[DATA PROVIDED]

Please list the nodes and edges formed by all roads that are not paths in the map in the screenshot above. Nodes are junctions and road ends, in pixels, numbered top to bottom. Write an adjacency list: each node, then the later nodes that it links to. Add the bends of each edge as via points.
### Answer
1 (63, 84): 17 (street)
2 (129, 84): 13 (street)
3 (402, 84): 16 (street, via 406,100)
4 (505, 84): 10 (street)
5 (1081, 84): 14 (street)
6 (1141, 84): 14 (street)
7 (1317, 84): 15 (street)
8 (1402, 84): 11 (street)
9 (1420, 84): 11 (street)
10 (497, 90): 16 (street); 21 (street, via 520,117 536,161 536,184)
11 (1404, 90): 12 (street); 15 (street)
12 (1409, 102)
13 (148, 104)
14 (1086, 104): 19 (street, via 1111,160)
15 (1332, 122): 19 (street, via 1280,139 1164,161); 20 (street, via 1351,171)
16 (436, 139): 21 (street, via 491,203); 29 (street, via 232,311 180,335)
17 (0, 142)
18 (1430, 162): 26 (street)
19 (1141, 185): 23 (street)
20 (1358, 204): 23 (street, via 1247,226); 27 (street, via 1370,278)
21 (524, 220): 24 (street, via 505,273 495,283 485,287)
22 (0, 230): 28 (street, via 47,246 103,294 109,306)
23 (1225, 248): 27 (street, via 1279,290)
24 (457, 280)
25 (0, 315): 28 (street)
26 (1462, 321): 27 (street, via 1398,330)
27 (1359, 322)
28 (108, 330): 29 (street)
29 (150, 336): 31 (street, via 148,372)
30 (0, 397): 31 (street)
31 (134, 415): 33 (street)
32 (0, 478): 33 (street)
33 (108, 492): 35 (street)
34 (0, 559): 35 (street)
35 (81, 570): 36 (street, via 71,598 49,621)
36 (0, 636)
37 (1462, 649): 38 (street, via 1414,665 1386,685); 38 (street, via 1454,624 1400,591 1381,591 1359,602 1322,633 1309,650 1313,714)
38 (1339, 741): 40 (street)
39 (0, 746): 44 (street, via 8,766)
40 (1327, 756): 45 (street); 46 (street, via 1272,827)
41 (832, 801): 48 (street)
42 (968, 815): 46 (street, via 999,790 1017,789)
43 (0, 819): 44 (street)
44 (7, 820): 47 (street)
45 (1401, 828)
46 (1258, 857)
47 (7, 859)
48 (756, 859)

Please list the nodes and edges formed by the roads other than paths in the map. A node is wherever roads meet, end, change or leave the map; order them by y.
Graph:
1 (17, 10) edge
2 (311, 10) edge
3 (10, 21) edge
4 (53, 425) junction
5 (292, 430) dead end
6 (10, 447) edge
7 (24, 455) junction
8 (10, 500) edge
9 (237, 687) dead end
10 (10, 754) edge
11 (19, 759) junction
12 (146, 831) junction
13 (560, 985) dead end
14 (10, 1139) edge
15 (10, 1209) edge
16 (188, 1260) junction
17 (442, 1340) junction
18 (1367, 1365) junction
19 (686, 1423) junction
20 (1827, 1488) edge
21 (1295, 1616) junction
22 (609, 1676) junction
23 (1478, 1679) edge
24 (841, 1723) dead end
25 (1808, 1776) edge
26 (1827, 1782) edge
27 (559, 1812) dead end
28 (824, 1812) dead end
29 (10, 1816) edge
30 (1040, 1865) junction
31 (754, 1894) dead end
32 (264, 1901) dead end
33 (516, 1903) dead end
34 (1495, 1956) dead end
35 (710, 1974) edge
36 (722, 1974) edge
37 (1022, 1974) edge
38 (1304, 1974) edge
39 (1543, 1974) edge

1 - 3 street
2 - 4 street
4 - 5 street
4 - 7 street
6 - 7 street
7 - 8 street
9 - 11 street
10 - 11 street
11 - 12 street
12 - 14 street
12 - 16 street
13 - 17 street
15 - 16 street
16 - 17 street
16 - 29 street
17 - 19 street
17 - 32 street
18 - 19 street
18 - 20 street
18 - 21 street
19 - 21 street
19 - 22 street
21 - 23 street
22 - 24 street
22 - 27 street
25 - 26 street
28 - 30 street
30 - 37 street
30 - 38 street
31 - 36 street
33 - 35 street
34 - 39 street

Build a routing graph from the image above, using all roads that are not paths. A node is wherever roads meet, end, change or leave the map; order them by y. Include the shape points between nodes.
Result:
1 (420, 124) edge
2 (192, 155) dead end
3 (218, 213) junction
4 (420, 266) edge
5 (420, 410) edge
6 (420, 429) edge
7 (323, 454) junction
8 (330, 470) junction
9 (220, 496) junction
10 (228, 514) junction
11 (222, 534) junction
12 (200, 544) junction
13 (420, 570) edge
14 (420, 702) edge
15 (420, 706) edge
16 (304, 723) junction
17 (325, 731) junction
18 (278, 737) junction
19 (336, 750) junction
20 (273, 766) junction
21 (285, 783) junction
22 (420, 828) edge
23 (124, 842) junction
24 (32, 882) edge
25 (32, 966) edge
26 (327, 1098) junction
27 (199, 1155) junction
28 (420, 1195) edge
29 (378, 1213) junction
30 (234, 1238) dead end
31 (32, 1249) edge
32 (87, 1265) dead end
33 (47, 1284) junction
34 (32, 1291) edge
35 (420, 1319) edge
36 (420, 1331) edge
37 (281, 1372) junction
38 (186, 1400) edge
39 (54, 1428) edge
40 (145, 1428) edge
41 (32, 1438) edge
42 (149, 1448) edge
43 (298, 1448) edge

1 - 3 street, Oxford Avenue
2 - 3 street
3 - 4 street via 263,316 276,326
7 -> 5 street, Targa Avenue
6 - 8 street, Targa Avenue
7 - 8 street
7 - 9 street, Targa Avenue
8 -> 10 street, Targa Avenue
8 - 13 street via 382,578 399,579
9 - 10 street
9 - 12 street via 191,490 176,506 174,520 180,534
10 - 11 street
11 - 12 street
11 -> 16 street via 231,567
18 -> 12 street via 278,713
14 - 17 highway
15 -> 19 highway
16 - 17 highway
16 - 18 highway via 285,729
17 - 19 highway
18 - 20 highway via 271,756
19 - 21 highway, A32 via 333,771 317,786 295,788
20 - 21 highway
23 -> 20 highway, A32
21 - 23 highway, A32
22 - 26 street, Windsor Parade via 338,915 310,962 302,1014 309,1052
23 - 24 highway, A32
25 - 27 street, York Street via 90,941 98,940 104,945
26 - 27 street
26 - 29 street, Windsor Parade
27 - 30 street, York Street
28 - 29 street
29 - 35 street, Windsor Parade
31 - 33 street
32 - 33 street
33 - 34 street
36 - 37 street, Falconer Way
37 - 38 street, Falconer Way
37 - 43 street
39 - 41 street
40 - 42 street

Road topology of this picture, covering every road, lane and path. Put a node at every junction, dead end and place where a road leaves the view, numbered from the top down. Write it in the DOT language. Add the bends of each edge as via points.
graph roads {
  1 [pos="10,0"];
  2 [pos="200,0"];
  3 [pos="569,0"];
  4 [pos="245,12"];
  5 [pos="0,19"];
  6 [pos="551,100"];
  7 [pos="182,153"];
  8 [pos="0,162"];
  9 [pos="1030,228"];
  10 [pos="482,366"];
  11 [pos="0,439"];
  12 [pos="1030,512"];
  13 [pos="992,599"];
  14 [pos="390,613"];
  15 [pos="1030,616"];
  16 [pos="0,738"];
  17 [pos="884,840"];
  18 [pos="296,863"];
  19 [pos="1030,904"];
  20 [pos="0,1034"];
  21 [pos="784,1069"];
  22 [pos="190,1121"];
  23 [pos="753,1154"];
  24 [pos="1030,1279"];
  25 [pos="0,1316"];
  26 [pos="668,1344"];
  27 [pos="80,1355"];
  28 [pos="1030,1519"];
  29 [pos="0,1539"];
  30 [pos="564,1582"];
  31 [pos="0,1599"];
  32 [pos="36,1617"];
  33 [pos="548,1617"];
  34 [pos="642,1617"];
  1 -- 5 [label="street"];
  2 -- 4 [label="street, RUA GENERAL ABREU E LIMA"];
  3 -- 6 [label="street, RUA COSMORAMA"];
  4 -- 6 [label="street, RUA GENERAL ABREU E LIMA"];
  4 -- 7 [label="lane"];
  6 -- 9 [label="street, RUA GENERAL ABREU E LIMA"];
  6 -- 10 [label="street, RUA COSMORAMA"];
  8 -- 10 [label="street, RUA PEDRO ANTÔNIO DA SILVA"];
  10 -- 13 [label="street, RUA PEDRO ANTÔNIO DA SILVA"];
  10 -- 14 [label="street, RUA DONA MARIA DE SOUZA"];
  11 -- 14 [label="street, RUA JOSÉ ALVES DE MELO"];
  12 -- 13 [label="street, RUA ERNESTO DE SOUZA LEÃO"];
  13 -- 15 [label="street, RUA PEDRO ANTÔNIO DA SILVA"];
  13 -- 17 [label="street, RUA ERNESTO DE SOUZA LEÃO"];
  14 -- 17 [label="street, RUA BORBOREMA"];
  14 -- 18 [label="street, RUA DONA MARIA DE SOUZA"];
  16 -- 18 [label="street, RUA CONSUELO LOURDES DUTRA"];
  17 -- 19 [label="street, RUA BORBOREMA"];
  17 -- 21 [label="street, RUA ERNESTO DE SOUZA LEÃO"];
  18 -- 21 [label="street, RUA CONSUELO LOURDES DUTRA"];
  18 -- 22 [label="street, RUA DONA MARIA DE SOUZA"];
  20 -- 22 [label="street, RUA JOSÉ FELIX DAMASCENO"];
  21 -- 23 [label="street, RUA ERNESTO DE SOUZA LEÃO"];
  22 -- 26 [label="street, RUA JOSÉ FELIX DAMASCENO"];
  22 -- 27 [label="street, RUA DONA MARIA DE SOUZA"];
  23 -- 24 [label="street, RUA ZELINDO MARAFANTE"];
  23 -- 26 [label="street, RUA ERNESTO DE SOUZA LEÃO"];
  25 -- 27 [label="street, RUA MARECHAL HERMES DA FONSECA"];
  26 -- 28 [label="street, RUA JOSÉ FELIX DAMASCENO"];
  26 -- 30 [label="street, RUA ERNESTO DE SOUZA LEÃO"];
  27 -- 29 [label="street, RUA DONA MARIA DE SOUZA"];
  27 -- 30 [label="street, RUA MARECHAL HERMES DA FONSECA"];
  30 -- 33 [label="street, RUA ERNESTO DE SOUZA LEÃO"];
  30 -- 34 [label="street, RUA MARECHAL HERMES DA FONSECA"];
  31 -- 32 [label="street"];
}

[/DATA PROVIDED]

* **WHAT THIS TASK INVOLVES**
Please copy each line from the material above in which the string "HERMES" appears.

* **TASK ANSWER**
  25 -- 27 [label="street, RUA MARECHAL HERMES DA FONSECA"];
  27 -- 30 [label="street, RUA MARECHAL HERMES DA FONSECA"];
  30 -- 34 [label="street, RUA MARECHAL HERMES DA FONSECA"];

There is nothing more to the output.